As you can see from the above sculpture, Ursula was incredibly beautiful and was pursued by innumerable suitors (it probably didn’t hurt that she was also a princess). Ursula turned them down, one after the other, ’til one day a particularly aggressive, and oh dear, pagan prince declared that if Ursula would not agree to marry him he would see to it that Cologne was destroyed. Talk about pressure! Her father the king, who until this point had indulged Ursula, begged her to reconsider. She could see his point but still, being a pious Christian princess, felt a trip to consult with the pope was in order. She gathered her 11 best friends and off they sailed to Rome, a bold, bold move– a pilgrimage of WOMEN–unheard of!  While sailing down (or was it up?) the Rhine, their ship was attacked by Huns, whose leader, Attila, was also smitten by Ursula and asked her to marry him. She did not need further consultation on this one–the answer was NO and Attila’s response was swift and not surprising, given his bad reputation. Ursula and the eleven virgins (who also refused to couple with the Huns) were all beheaded. Attila declared that Cologne would be stormed and destroyed. But this is not the end of the story.
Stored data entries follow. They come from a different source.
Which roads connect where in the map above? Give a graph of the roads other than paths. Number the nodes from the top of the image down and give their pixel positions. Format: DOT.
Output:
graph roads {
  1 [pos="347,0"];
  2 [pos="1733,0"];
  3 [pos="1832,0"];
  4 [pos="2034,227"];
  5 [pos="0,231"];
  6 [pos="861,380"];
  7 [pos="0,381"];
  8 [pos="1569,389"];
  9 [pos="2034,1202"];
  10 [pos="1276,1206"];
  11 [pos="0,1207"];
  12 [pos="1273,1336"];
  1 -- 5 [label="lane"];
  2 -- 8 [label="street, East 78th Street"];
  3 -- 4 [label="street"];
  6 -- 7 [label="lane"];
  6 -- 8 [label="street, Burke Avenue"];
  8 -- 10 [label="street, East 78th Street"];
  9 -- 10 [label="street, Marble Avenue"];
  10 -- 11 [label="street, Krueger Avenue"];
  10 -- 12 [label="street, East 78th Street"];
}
That night every single Hun soldier had the SAME dream about Ursula. I cannot tell you what exactly she did in this dream, but it was enough to scare every soldier into disobeying Attila’s orders to torch Cologne. Cologne was saved!!! What I can’t understand is the papal problem with recognizing Ursula as a saint. 1969, the whole western world is pretty much going to pot and the Vatican decides now’s a good time to tighten up on sainthood requirements? Geez!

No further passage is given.